Samba 4, simple directory sharing · uwot.eu
another meaningless subtitle

Samba 4, simple directory sharing

· by fabio · Read in about 3 min · (488 Words)
CentOS linux samba SELinux

With Samba being the clusterfuck it is, every time a new version is released you have to expect something to be messed up.
This time they added a bunch of new features like MS Active Directory support, too bad that now the simple directory sharing is broken/not working like it did before.
Something like 1 year ago I wrote a small guide about how to setup a Samba share on Centos 6 and I used the same smb.conf file on more than 10 machines without any problem since yesterday, when I tried it on my fresh installed Fedora 18 (which uses Samba 4.0.0).

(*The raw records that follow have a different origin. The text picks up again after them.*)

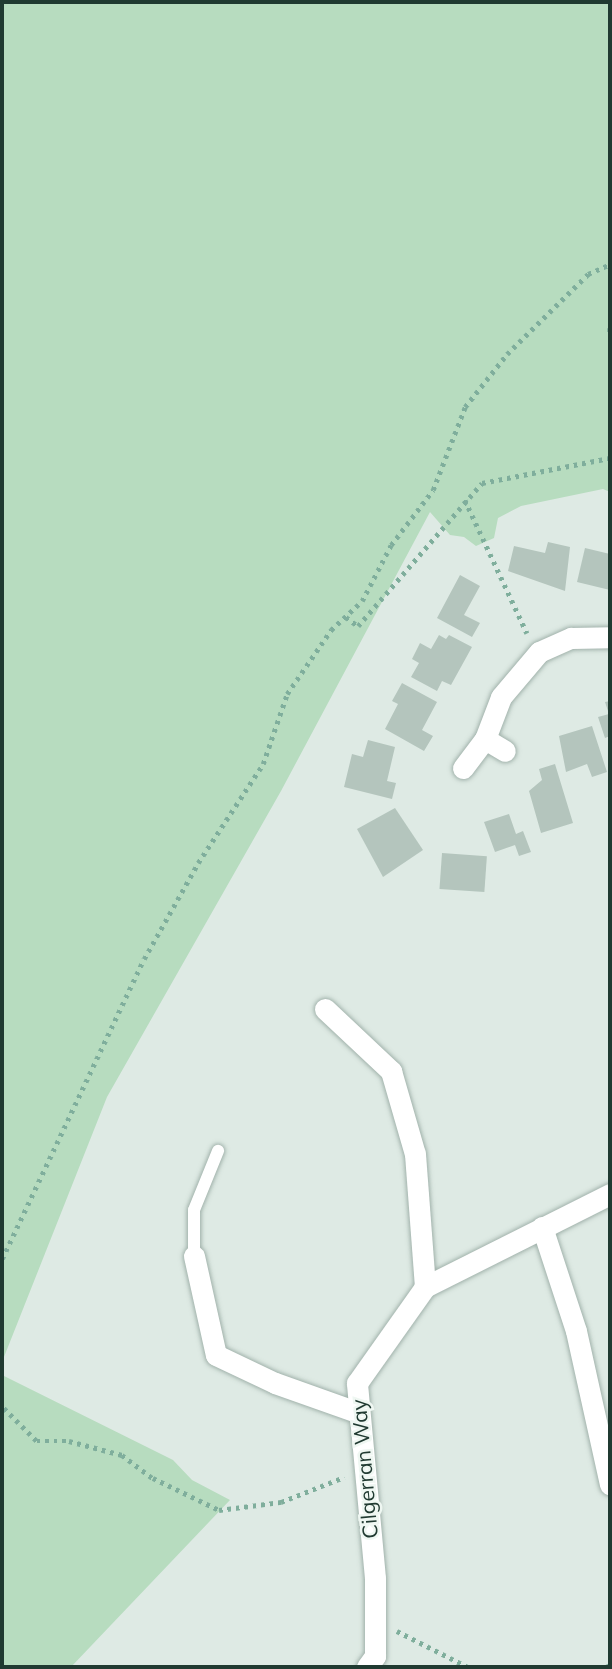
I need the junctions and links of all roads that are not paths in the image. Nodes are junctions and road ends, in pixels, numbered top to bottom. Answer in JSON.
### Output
{"nodes":[{"id":1,"x":610,"y":637,"type":"edge"},
{"id":2,"x":485,"y":738,"type":"junction"},
{"id":3,"x":505,"y":751,"type":"dead end"},
{"id":4,"x":463,"y":768,"type":"dead end"},
{"id":5,"x":325,"y":1009,"type":"dead end"},
{"id":6,"x":218,"y":1151,"type":"dead end"},
{"id":7,"x":610,"y":1194,"type":"edge"},
{"id":8,"x":542,"y":1227,"type":"junction"},
{"id":9,"x":194,"y":1256,"type":"joint"},
{"id":10,"x":425,"y":1287,"type":"junction"},
{"id":11,"x":357,"y":1412,"type":"junction"},
{"id":12,"x":610,"y":1484,"type":"edge"},
{"id":13,"x":368,"y":1667,"type":"edge"}],
"edges":[{"from":1,"to":2,"type":"street"},
{"from":2,"to":3,"type":"street"},
{"from":2,"to":4,"type":"street"},
{"from":5,"to":10,"type":"street"},
{"from":6,"to":9,"type":"lane"},
{"from":7,"to":8,"type":"street","name":"Cilgerran Way"},
{"from":8,"to":10,"type":"street","name":"Cilgerran Way"},
{"from":8,"to":12,"type":"street"},
{"from":9,"to":11,"type":"street"},
{"from":10,"to":11,"type":"street","name":"Cilgerran Way"},
{"from":11,"to":13,"type":"street","name":"Cilgerran Way"}]}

First of all, in the “Standalone Server Options” is reported that “security” options “share and server” are deprecated; too bad I just used “share” to save me the hassle of setting up a new user and stuff even if I would like the directory to be fully accessible by everyone without any restriction.
I tried it anyway with “security = share” but there was no way to make the folder accessible, when trying to access the Samba share I always got a popup in which I had to login.
So, at the end of the story, like it or not, I had to setup a new user, create a samba user and edit the “smb.conf” file.

Create a new samba user - “smbuser” in this example - and set a password.

smbpasswd -a smbuser

Leaving the password field blank will result in a fully accessible share like the one that was possible to setup with samba version 3.* using “security = share”.
If SELinux is installed, change the security context of the shared folder.

chcon -t samba_share_t /home/user/Public

In case the directory to share is placed somewhere else (e.g. /mnt/) use sealert command and follow the instructions.

sealert -a /var/log/audit/audit.log

Then, edit the smb.conf file as follow.

[global]
	workgroup = WORKGROUP
	security = user

	netbios name = hostname

	wins support = yes
	client lanman auth = yes

	security = user
	passdb backend = tdbsam

	#printing = cups
	#printcap name = cups
	#load printers = no
	#cups options = raw

[Public]
	path = /home/user/Public
	valid users = user
	writable  = yes
	browsable = yes
	read only = no
	guest ok = yes
	public = yes
	create mask = 0666
	directory mask = 0777

Restart samba service and voilĂ .
Everything else should be like it was before, chkconfig *** to set automatic service loading at system startup, service *** to manage services status.
Other usefull commands are: “smbclient -L 127.0.0.1” to print the share/s list and other usefull informations, while “smbclient //127.0.0.1/_sharename” can be used to check if the share is working without needing another machine.
In case SELinux is enabled and the folder to be shared is not the usual “~/Public” other than setting the proper context (chcon) is also required to issue the following command: “sudo setsebool -P samba_export_all_rw on” (parameter “-P” stands for permanent).